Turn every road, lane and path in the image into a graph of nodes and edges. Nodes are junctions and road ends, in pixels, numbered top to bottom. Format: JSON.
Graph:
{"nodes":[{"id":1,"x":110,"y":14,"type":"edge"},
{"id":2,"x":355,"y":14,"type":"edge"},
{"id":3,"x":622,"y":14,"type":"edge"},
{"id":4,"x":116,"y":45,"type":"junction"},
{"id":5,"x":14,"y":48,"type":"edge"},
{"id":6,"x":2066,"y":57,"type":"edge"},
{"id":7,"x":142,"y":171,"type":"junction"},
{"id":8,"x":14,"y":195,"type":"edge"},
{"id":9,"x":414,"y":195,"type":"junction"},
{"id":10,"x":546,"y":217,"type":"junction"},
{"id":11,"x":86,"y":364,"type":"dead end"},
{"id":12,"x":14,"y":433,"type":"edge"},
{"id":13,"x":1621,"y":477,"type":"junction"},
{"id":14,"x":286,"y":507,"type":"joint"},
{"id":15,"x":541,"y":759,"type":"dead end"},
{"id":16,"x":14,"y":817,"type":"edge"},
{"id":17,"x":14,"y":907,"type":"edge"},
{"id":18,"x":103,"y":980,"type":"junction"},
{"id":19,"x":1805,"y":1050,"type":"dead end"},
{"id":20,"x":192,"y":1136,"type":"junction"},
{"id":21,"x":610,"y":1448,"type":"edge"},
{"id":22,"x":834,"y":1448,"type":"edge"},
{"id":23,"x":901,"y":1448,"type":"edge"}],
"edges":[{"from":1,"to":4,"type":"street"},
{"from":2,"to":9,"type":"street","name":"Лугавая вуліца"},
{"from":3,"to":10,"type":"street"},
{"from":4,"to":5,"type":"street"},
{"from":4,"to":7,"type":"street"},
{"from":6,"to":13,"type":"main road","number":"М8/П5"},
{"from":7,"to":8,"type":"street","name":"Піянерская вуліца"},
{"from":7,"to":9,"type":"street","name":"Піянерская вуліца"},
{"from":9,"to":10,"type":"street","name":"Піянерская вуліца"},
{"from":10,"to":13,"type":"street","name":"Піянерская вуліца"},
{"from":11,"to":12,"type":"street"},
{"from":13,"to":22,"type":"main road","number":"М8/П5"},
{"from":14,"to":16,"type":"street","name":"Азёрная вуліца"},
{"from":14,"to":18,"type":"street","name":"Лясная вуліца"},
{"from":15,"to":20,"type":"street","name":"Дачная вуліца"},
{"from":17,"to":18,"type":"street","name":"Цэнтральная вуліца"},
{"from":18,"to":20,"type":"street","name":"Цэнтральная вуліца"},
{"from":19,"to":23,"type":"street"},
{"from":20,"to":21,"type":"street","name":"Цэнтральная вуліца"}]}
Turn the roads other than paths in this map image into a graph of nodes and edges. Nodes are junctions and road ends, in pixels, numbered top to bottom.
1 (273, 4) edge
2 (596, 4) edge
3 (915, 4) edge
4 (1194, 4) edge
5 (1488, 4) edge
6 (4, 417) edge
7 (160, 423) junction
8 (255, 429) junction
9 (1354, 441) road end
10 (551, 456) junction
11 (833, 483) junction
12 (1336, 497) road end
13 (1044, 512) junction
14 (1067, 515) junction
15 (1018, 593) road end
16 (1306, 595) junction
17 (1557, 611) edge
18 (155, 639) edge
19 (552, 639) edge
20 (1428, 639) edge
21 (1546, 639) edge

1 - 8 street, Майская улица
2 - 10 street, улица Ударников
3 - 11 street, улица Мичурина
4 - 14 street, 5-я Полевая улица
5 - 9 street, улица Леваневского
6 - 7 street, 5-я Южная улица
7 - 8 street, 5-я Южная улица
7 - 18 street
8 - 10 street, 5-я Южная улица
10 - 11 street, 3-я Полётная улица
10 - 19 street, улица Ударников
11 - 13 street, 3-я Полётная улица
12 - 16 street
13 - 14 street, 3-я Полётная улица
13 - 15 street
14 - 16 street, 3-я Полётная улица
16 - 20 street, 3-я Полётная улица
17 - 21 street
________________________
Find how many lines of the material carry the string "Цэнтральная". Only the number should be in the answer.

# Written solution
3